The radiator in your car uses either water or ethylene glycol (anti-freeze) to remove heat from the engine and dissipate it to the outside air. If the water recirculation rate is 17.0 kg per minute of water and the water temperature leaving the engine and entering the radiator is 86.0 C and the temperature of the water leaving the radiator and entering the engine is 46.0 C, then how much energy (kJ) is dissipated by the radiator per minute? The specific heat capacity of water is 4.18 J/g ·K. The units are kJ/minute. The error interval is +/- 5%.

Question

The radiator in your car uses either water or ethylene glycol (anti-freeze) to remove heat from the engine and dissipate it to the outside air. If the water recirculation rate is 17.0 kg per minute of water and the water temperature leaving the engine and entering the radiator is 86.0 C and the temperature of the water leaving the radiator and entering the engine is 46.0 C, then how much energy (kJ) is dissipated by the radiator per minute? The specific heat capacity of water is 4.18 J/g ·K. The units are kJ/minute.

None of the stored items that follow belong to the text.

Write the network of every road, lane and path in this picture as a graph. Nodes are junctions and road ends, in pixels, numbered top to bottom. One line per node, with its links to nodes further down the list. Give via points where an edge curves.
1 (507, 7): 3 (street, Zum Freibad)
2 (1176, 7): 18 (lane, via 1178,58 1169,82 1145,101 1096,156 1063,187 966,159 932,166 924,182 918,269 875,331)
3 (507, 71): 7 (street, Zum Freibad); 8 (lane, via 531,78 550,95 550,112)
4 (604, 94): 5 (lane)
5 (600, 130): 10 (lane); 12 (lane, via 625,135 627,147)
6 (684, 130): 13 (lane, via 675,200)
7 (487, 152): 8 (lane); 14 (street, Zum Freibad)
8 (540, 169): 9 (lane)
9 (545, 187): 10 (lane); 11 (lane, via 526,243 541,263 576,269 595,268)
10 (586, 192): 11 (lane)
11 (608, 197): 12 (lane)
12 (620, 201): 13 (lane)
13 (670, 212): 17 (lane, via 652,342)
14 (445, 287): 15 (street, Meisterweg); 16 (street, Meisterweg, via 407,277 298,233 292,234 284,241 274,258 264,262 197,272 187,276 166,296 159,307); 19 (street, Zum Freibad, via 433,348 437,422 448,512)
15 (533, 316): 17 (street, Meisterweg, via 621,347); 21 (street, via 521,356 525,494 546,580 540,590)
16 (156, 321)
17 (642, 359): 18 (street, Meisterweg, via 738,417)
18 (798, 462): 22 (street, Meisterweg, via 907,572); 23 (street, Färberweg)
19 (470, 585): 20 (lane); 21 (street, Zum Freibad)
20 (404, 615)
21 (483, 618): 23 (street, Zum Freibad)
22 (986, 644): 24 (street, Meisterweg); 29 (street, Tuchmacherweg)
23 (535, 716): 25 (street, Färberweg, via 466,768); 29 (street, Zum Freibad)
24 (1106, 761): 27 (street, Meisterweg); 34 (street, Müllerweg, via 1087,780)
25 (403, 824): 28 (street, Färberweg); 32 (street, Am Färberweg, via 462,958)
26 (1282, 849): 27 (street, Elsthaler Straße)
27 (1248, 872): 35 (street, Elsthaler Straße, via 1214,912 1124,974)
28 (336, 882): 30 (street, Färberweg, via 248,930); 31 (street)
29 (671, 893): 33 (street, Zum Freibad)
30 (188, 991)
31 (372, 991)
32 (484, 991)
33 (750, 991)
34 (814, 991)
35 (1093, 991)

The error interval is +/- 5%.

Answer 1

q = mass x specific heat H2O x (Tfinal-Tinitial)

I would use mass = 17,000 and calculate q in J, then convert to kJ.

Answer 2

To calculate the amount of energy dissipated by the radiator per minute, we can use the formula:

Energy (kJ) = mass flow rate (kg/min) * specific heat capacity (kJ/kg·K) * temperature difference (K)

First, let's convert the given temperatures from degrees Celsius to Kelvin:

Temperature leaving the engine and entering the radiator (C) = 86.0 °C
Temperature leaving the engine and entering the radiator (K) = 86.0 °C + 273.15 = 359.15 K

Temperature leaving the radiator and entering the engine (C) = 46.0 °C
Temperature leaving the radiator and entering the engine (K) = 46.0 °C + 273.15 = 319.15 K

Now, let's calculate the temperature difference:

Temperature difference (ΔT) = Temperature leaving the engine - Temperature leaving the radiator
ΔT = 359.15 K - 319.15 K = 40 K

Next, let's calculate the amount of energy dissipated:

Energy (kJ) = mass flow rate * specific heat capacity * temperature difference

Given:
Mass flow rate = 17.0 kg/min
Specific heat capacity of water = 4.18 J/g·K

To convert the specific heat capacity from J/g·K to kJ/kg·K:
Specific heat capacity (kJ/kg·K) = 4.18 J/g·K * (1 kJ/1000 J) * (1 kg/1000 g) = 0.00418 kJ/kg·K

Now, let's substitute the values into the formula:

Energy (kJ) = 17.0 kg/min * 0.00418 kJ/kg·K * 40 K = 2.8264 kJ/min

Therefore, the amount of energy dissipated by the radiator per minute is approximately 2.8264 kJ/min.

Note: The error interval is given as +/- 5%, so let's calculate the maximum and minimum values:

Maximum energy dissipated = 2.8264 kJ/min + 5% = 2.8264 kJ/min + 0.1413 kJ/min = 2.9677 kJ/min

Minimum energy dissipated = 2.8264 kJ/min - 5% = 2.8264 kJ/min - 0.1413 kJ/min = 2.6851 kJ/min

Therefore, the actual amount of energy dissipated by the radiator per minute falls within the range of approximately 2.6851 kJ/min to 2.9677 kJ/min.